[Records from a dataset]

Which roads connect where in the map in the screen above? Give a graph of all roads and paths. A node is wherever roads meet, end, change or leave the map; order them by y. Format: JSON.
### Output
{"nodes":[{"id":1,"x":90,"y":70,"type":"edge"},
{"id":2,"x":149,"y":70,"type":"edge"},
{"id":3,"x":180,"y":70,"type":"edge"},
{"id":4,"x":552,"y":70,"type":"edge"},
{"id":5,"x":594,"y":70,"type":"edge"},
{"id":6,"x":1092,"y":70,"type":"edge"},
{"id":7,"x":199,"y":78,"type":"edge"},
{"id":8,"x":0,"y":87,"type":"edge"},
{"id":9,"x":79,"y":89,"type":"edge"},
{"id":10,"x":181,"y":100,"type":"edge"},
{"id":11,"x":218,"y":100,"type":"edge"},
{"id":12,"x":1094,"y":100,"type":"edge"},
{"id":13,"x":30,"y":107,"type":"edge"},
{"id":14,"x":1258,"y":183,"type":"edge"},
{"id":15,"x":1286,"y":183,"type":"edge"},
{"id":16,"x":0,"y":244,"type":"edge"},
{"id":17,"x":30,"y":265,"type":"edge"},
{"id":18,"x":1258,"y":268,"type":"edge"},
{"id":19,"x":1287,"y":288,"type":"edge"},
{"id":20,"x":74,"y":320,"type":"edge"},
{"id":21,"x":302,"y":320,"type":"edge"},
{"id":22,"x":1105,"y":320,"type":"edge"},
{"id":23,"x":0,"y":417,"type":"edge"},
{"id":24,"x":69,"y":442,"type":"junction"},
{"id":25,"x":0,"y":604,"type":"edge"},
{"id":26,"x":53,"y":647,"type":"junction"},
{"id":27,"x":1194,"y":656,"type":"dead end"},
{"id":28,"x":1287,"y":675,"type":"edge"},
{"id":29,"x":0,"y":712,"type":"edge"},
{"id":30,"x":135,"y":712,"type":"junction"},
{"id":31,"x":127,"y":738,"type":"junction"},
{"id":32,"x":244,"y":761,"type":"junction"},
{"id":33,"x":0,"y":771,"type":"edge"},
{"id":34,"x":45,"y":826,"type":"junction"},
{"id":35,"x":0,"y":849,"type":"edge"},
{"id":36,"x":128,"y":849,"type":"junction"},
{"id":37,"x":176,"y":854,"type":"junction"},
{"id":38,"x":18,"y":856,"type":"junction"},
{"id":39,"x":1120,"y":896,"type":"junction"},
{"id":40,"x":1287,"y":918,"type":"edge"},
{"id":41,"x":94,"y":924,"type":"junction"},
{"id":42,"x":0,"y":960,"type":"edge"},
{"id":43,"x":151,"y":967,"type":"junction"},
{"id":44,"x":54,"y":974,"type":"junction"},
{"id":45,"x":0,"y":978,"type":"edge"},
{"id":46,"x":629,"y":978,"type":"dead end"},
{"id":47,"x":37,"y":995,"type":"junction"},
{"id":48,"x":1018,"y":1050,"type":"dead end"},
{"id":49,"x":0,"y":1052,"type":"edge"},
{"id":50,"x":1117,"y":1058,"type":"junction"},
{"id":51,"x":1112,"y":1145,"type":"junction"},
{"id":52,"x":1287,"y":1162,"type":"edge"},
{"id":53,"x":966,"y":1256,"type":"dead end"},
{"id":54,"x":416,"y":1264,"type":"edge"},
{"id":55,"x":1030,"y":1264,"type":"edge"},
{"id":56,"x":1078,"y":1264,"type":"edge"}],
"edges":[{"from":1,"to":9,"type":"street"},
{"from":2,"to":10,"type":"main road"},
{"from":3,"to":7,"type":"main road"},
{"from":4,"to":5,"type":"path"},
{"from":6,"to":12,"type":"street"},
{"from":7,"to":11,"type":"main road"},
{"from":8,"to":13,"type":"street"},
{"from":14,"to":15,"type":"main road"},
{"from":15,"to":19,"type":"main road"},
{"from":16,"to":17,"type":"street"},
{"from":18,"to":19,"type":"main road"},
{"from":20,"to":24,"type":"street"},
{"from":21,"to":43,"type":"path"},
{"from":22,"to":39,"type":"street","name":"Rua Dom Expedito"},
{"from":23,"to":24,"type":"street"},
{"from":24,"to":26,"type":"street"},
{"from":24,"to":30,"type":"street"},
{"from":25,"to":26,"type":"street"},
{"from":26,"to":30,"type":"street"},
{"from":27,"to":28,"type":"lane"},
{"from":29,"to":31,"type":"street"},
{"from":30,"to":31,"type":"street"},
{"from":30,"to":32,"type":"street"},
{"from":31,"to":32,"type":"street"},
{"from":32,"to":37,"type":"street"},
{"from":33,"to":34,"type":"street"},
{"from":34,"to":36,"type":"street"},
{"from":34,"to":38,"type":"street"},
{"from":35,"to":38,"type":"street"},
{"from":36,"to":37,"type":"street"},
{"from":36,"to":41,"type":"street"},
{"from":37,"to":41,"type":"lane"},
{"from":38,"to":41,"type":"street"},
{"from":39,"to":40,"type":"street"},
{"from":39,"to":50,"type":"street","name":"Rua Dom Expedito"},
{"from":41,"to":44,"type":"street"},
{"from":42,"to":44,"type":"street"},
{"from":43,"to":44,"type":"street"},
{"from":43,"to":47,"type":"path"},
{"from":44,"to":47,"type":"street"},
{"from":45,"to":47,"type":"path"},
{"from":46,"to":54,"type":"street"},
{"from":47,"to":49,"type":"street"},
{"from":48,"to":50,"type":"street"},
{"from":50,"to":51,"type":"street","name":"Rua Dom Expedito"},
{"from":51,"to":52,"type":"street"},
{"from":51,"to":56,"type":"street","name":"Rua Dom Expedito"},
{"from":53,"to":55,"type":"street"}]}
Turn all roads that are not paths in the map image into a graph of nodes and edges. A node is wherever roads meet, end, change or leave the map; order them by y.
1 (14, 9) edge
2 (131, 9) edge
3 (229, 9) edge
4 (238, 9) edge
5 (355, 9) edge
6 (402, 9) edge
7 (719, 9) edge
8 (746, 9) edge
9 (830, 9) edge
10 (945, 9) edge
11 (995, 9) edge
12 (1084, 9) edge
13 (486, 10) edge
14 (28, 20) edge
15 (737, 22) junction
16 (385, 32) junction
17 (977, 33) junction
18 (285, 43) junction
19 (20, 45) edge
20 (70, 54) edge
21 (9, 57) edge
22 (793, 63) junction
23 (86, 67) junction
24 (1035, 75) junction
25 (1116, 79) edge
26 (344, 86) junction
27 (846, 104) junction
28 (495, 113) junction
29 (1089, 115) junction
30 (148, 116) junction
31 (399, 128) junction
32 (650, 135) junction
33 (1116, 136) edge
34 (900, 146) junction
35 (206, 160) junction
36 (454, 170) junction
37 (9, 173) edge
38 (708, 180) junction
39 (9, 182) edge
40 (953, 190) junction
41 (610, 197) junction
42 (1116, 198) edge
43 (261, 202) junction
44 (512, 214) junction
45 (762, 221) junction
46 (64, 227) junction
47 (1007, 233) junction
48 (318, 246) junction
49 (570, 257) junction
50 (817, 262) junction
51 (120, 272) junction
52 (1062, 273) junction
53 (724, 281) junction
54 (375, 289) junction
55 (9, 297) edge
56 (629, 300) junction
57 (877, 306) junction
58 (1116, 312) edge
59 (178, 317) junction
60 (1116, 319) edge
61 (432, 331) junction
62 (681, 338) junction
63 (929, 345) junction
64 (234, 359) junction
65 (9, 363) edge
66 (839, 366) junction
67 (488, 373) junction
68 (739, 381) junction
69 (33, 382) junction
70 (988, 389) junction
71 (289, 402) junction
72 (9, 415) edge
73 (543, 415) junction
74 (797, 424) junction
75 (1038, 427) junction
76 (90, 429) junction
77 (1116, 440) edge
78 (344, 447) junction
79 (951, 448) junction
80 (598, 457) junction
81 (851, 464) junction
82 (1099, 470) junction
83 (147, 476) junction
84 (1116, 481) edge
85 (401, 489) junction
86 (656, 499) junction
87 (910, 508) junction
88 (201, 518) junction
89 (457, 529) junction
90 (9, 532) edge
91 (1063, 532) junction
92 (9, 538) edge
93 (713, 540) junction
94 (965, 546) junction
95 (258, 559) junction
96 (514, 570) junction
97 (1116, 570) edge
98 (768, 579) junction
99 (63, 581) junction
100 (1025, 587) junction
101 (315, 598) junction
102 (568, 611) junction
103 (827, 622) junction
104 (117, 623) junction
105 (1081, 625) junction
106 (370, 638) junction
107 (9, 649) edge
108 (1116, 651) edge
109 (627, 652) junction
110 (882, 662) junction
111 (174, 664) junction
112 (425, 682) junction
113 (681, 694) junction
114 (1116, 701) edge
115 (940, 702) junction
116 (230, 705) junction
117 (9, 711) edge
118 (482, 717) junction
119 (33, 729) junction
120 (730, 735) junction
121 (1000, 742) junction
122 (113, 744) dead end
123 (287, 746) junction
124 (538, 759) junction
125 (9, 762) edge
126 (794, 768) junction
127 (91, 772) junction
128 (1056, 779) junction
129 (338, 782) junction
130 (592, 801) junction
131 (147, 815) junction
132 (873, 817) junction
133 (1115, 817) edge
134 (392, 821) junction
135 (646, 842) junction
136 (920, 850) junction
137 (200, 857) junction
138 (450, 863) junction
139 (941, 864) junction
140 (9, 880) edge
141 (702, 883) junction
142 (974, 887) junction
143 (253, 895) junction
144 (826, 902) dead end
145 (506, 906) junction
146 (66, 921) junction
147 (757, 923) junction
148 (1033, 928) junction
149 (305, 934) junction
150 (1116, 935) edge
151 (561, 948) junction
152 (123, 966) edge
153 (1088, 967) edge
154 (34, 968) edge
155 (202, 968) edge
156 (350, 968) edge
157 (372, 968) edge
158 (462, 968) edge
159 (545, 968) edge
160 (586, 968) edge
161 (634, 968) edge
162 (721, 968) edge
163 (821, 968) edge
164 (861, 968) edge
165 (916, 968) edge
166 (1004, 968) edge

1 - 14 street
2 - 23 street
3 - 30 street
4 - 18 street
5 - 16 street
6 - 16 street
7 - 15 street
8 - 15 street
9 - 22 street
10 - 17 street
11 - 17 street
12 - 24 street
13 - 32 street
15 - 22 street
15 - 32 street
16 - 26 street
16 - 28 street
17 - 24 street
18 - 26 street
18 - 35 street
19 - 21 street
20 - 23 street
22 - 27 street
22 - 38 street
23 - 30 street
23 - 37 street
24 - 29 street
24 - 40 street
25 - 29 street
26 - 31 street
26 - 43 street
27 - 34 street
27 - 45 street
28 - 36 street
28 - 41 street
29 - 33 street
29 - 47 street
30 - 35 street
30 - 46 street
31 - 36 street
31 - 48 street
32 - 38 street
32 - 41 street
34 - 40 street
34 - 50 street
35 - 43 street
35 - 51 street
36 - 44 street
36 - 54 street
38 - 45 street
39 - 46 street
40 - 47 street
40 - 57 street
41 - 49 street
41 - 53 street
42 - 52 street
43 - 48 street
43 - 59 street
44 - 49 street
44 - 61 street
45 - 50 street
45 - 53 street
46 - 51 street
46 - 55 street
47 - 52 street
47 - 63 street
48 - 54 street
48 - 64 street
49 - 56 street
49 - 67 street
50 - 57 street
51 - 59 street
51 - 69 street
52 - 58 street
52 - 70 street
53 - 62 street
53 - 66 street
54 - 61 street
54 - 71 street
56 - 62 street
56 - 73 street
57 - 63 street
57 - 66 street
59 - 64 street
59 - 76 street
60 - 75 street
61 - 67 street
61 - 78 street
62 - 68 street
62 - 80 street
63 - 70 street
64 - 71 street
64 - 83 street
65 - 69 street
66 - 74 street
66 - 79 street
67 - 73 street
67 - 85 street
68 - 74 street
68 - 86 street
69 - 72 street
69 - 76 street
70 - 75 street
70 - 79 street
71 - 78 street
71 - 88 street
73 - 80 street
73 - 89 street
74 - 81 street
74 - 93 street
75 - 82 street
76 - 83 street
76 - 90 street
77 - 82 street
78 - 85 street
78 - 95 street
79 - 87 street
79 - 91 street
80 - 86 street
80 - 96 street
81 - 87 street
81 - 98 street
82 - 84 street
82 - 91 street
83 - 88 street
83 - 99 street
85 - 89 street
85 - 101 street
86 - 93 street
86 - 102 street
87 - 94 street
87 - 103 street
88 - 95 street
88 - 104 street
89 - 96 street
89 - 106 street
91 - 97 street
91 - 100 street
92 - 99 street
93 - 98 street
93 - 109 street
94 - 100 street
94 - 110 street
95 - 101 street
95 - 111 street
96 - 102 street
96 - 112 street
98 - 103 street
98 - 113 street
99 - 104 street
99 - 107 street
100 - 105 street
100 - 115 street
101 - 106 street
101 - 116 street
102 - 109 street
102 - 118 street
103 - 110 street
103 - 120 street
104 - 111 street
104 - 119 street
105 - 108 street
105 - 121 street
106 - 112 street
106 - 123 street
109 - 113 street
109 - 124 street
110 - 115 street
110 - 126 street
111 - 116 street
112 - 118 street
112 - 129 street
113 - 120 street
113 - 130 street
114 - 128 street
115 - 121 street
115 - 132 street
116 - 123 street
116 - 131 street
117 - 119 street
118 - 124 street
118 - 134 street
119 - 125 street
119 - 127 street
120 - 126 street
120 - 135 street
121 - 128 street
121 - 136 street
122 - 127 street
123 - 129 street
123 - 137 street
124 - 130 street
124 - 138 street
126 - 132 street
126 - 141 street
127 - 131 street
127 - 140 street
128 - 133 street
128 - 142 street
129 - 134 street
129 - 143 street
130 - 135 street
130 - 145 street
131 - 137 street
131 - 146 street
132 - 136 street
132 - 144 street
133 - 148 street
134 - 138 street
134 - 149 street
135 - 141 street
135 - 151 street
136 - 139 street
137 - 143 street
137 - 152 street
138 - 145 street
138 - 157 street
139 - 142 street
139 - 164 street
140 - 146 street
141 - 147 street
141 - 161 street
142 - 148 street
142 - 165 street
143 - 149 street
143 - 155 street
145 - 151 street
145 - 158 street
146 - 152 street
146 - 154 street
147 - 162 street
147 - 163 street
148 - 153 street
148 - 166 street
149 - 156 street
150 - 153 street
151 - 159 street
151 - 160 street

- _About this task_
Above are the records. Copy every line in them holding "roads".

- _Exercise output_
Which roads connect where in the map in the screen above? Give a graph of all roads and paths. A node is wherever roads meet, end, change or leave the map; order them by y. Format: JSON.
Turn all roads that are not paths in the map image into a graph of nodes and edges. A node is wherever roads meet, end, change or leave the map; order them by y.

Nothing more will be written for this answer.